If the landlord shall, within the time last aforesaid, deliver to the tenant such notice of dissent as aforesaid, the question whether or not the intended improvement is suitable to, and likely to add to the value of, the holding, shall be determined by a reference under the principal Act. If it shall appear by the award on any such reference that the intended improvement is suitable to, and is likely to add to the value of, the holding, the tenant shall be at liberty to

execute the same, and shall be entitled to compensation therefor under the principal Act, unless the landlord shall execute the improvement himself within such time and in such manner as may be agreed upon by himself or his agent and the tenant, or as, in case of difference between them, may be determined by the referee or umpire who shall have made the aforesaid award. But if it shall appear by the award that the intended improvement is not suitable to, or that it is not likely to add to the value of, the holding, the tenant, if he executes such improvement, shall not be entitled to any compensation for the same. This amendment puts the Act on a fairer basis, and puts an end to the retrospective aspect of the Bill, but still preserves the tenant's right to be paid the full value of the trees and bushes, irrespective of the number of years they may have been planted and the size they may have attained to.

A gentleman representing a large number of market gardeners in the neighbourhood of Evesham suggests that fruit trees and bushes permanently planted, when they attain a girth of nine inches immediately below the branches, should pass to the landord, but that until such a girth is attained the grower should receive payment for them. This, in my opinion, would be fair to landlord and tenant, as it would fix a limit to the price to be paid for the trees and would enable the tenant to recoup himself for the outlay he had made.

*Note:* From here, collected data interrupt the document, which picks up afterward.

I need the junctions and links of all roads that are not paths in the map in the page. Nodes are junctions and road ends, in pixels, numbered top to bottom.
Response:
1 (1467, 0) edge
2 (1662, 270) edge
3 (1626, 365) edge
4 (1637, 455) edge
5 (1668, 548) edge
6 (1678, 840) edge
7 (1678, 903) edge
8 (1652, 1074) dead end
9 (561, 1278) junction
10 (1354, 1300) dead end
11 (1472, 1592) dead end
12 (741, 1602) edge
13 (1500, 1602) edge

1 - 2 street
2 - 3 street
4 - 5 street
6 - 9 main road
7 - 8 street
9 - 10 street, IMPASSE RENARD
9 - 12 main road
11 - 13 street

The question of girth would not apply to gooseberry and currant bushes and raspberry stools. I should suggest, in regard to the two former, that after being permanently planted for five years they should revert to the landlord, and in regard to the latter that four years be the limit. Until the period named the tenant should, in my opinion, be paid for them. With regard to the vegetable crops, the Bill, as originally drafted, provided that the tenant should be

entitled to be paid for all vegetable crops; this proposal, in my opinion, would be of too sweeping a character. All annual crops should be excluded from the valuation, but for crops of a more or less permanent character, such as asparagus, strawberries, and rhubarb, the tenant should be paid. To make the Bill wholly retrospective would throw too great a financial responsibility on the landlord. If the retrospective aspect of the Bill were limited to three years prior to the passing of the Act, it would be a fair compromise. I think the tenant should be allowed to remove all trees and bushes not permanently planted prior to the expiration of the tenancy.

W. H. PROTHEROE, Fellow.



On Mr. Huskinson's Paper on the "Depression in Trade and Agriculture."

("Transactions," Vol. XXVI., pp. 377-392.)

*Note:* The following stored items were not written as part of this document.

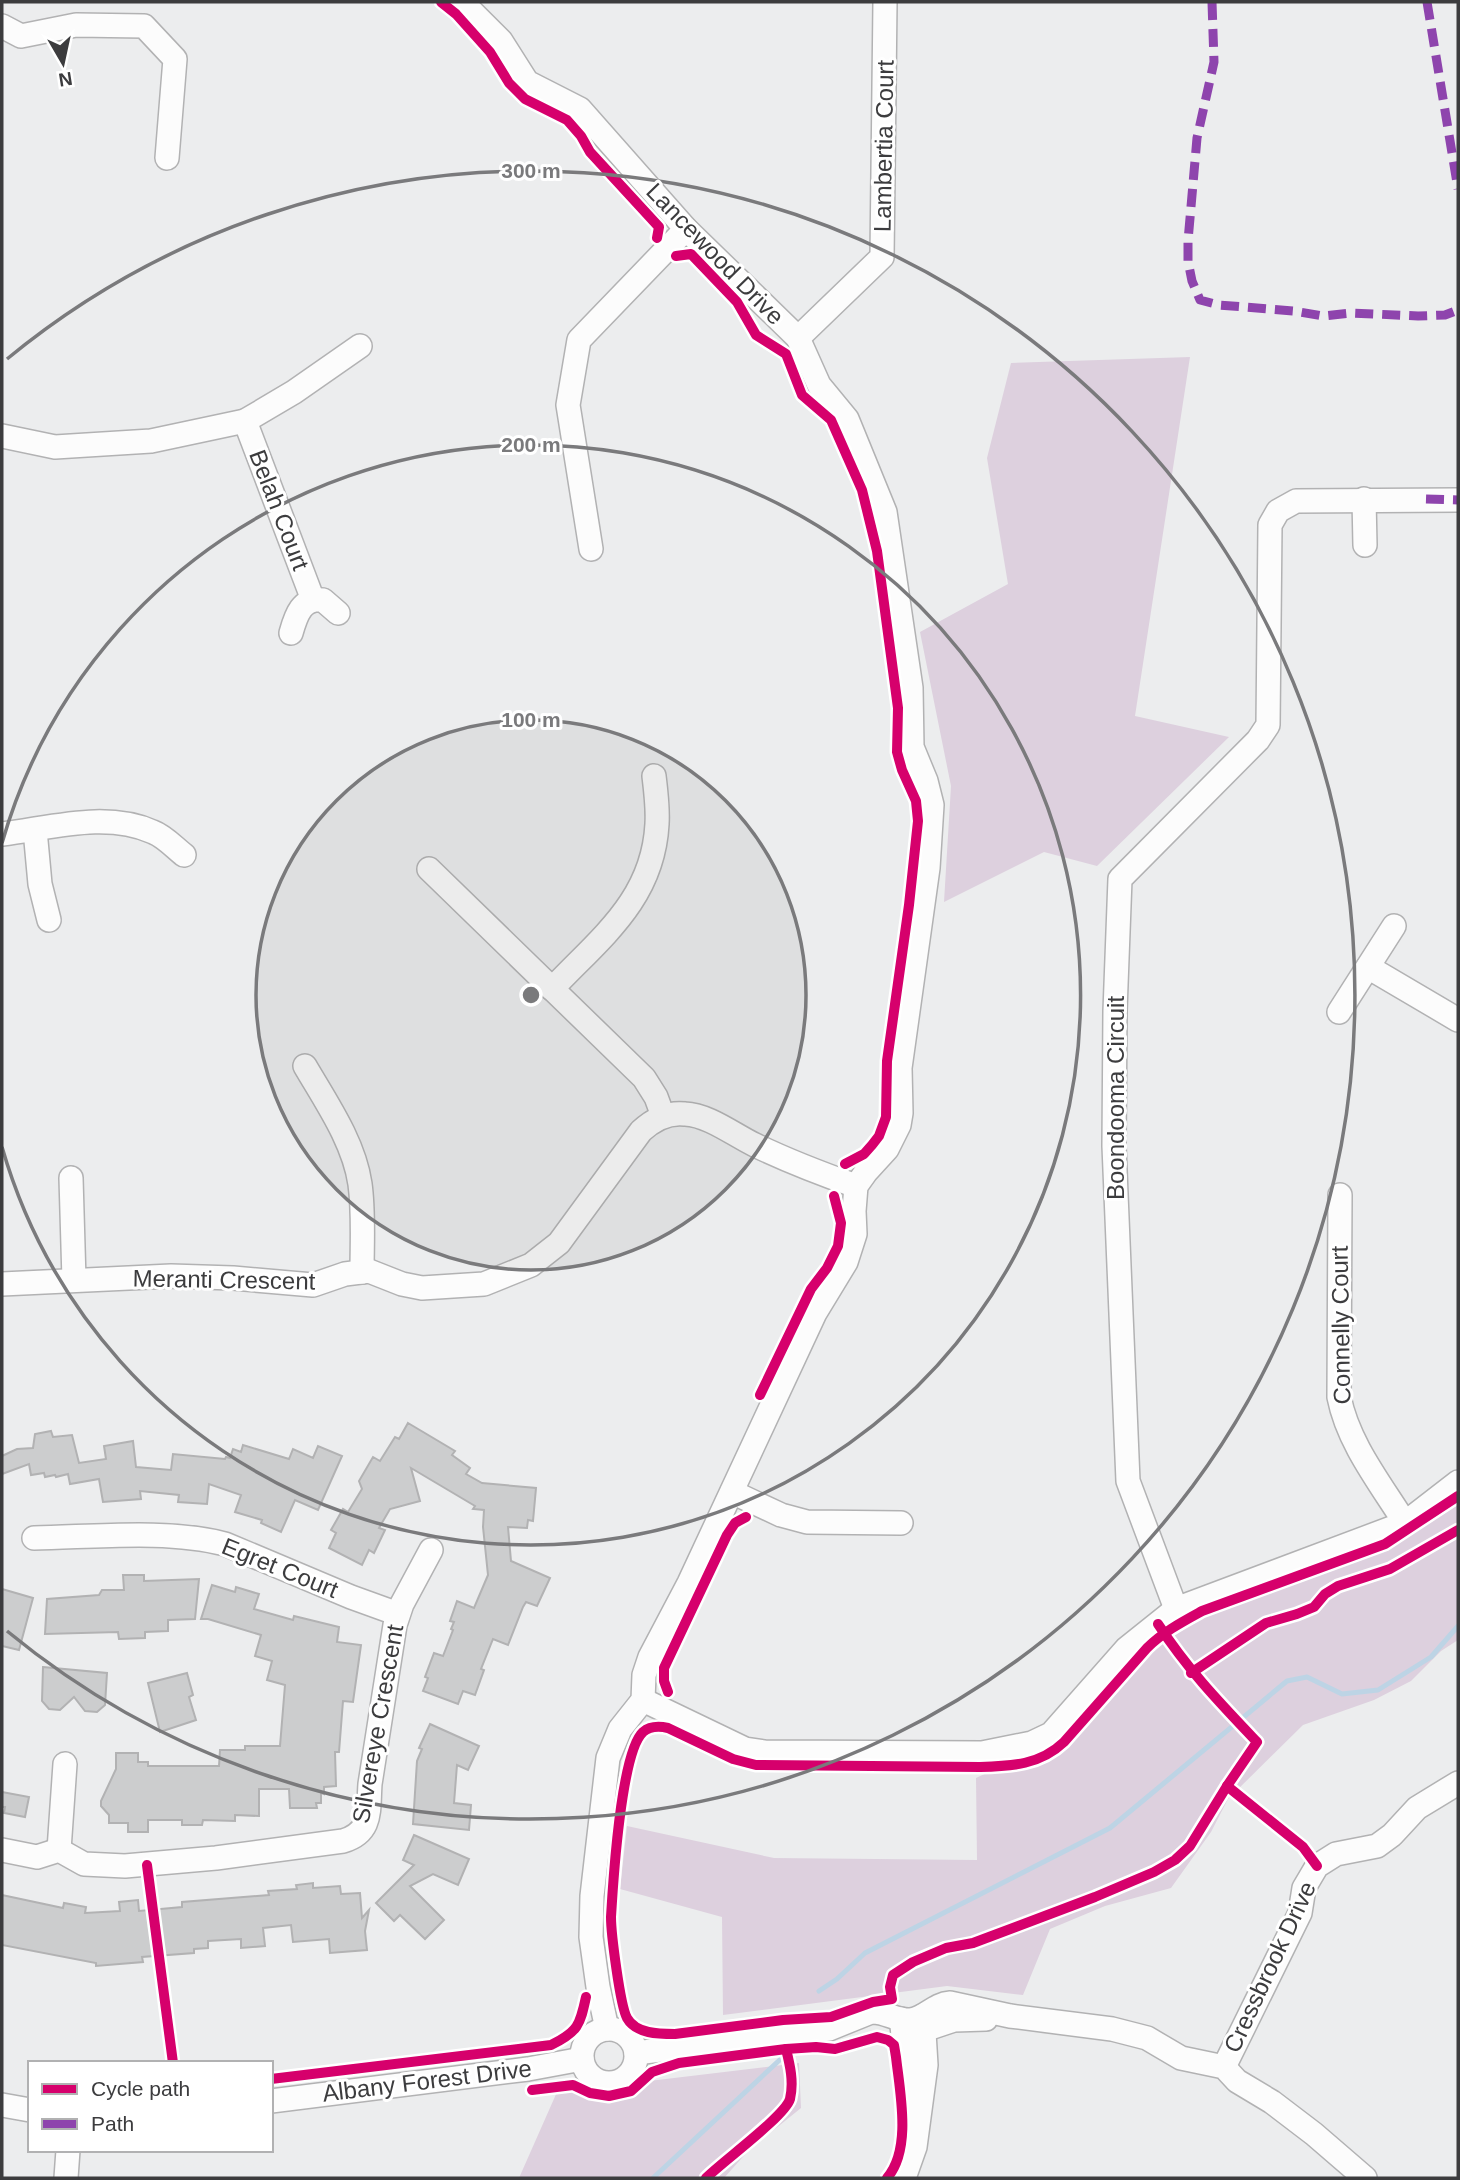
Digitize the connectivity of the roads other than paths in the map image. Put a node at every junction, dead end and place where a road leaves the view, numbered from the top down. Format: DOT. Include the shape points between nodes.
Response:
graph roads {
  1 [pos="462,2"];
  2 [pos="885,2"];
  3 [pos="2,26"];
  4 [pos="167,158"];
  5 [pos="686,229"];
  6 [pos="798,338"];
  7 [pos="359,346"];
  8 [pos="244,421"];
  9 [pos="2,436"];
  10 [pos="1364,499"];
  11 [pos="1458,500"];
  12 [pos="1365,545"];
  13 [pos="591,550"];
  14 [pos="313,600"];
  15 [pos="338,612"];
  16 [pos="291,633"];
  17 [pos="654,776"];
  18 [pos="35,830"];
  19 [pos="2,834"];
  20 [pos="184,855"];
  21 [pos="429,869"];
  22 [pos="49,920"];
  23 [pos="1394,926"];
  24 [pos="1368,967"];
  25 [pos="552,989"];
  26 [pos="1339,1012"];
  27 [pos="1458,1020"];
  28 [pos="305,1066"];
  29 [pos="663,1116"];
  30 [pos="71,1178"];
  31 [pos="856,1186"];
  32 [pos="1340,1195"];
  33 [pos="362,1272"];
  34 [pos="74,1280"];
  35 [pos="2,1284"];
  36 [pos="1458,1482"];
  37 [pos="732,1492"];
  38 [pos="901,1522"];
  39 [pos="1405,1523"];
  40 [pos="34,1538"];
  41 [pos="431,1550"];
  42 [pos="1176,1609"];
  43 [pos="398,1614"];
  44 [pos="643,1700"];
  45 [pos="65,1764"];
  46 [pos="1458,1783"];
  47 [pos="2,1850"];
  48 [pos="59,1850"];
  49 [pos="913,2024"];
  50 [pos="607,2029"];
  51 [pos="636,2053"];
  52 [pos="582,2059"];
  53 [pos="1224,2067"];
  54 [pos="273,2101"];
  55 [pos="2,2105"];
  56 [pos="28,2110"];
  57 [pos="68,2152"];
  58 [pos="66,2178"];
  59 [pos="904,2178"];
  60 [pos="1364,2178"];
  1 -- 5 [label="street, Lancewood Drive" via="500,41 527,82 580,108"];
  2 -- 6 [label="street, Lambertia Court" via="882,257"];
  3 -- 4 [label="street" via="21,36 76,25 144,26 175,59"];
  5 -- 6 [label="street, Lancewood Drive"];
  5 -- 13 [label="street" via="579,340 568,405"];
  6 -- 31 [label="street, Lancewood Drive" via="820,385 848,419 884,512 911,688 912,747 932,805 928,868 900,1068 899,1125 887,1149"];
  7 -- 8 [label="street"];
  8 -- 9 [label="street" via="151,441 55,447"];
  8 -- 14 [label="street, Belah Court"];
  10 -- 11 [label="street, Boondooma Circuit"];
  10 -- 12 [label="street"];
  10 -- 42 [label="street, Boondooma Circuit" via="1296,501 1278,511 1269,526 1268,725 1120,879 1114,1146 1128,1481"];
  14 -- 15 [label="street" via="326,602"];
  14 -- 16 [label="street" via="302,606"];
  17 -- 25 [label="street" via="657,826 642,885 614,926"];
  18 -- 19 [label="street"];
  18 -- 20 [label="street" via="90,822 125,823 155,832"];
  18 -- 22 [label="street"];
  21 -- 25 [label="street"];
  23 -- 24 [label="street"];
  24 -- 26 [label="street"];
  24 -- 27 [label="street"];
  25 -- 29 [label="street" via="644,1078"];
  28 -- 33 [label="street" via="356,1166 362,1202"];
  29 -- 31 [label="street" via="683,1113 702,1118 777,1155"];
  29 -- 33 [label="street, Meranti Crescent" via="641,1131 559,1243 524,1269 484,1284 434,1289"];
  30 -- 34 [label="street"];
  31 -- 37 [label="street" via="855,1234 846,1262 815,1314"];
  32 -- 39 [label="street, Connelly Court" via="1339,1397 1343,1417"];
  33 -- 34 [label="street, Meranti Crescent" via="313,1285 198,1276"];
  34 -- 35 [label="street, Meranti Crescent"];
  36 -- 39 [label="street"];
  37 -- 38 [label="street" via="807,1522"];
  37 -- 44 [label="street" via="650,1657"];
  39 -- 42 [label="street"];
  40 -- 43 [label="street, Egret Court" via="204,1538"];
  41 -- 43 [label="street, Silvereye Crescent"];
  42 -- 44 [label="street" via="1126,1649 1051,1734 1010,1749 927,1754 765,1752 745,1749"];
  43 -- 48 [label="street, Silvereye Crescent" via="369,1807 359,1835 331,1843 125,1866 84,1864"];
  44 -- 50 [label="street" via="620,1729 608,1758 592,1896 591,1937"];
  45 -- 48 [label="street"];
  46 -- 53 [label="street, Cressbrook Drive" via="1417,1808 1377,1846 1336,1854 1317,1866 1304,1888 1300,1913"];
  47 -- 48 [label="street" via="37,1857"];
  49 -- 51 [label="street" via="847,2035 830,2029"];
  49 -- 53 [label="street" via="941,2004 950,2003 1112,2029 1147,2038 1181,2058"];
  49 -- 59 [label="street" via="917,2131"];
  50 -- 51 [label="street" via="627,2035"];
  50 -- 52 [label="street" via="588,2038"];
  51 -- 52 [label="street" via="631,2073 612,2084 592,2078"];
  52 -- 54 [label="street, Albany Forest Drive"];
  53 -- 60 [label="street"];
  55 -- 56 [label="street"];
  57 -- 58 [label="street"];
}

Referring to the Paper read at the Institution on May 21st, there are one or two points in the discussion to which the time at my disposal for reply did not permit me to refer.

First, with regard to Mr. EVERITT's pathetic appeal for the remarriage of the two precious metals, I can only reply that the present evils could be remedied without bimetallism, which involves too great a check to foreign trade.

Mr. BARR ROBERTSON seems to have inferred that I said, taking the case of India, that her exports and imports balance in spite of the "tribute." I said nothing of the sort, but that the tributary, under the supposed circumstances, had to give 60 instead of 40, at which latter figure, in a healthy state of things, he would have cleared his debts.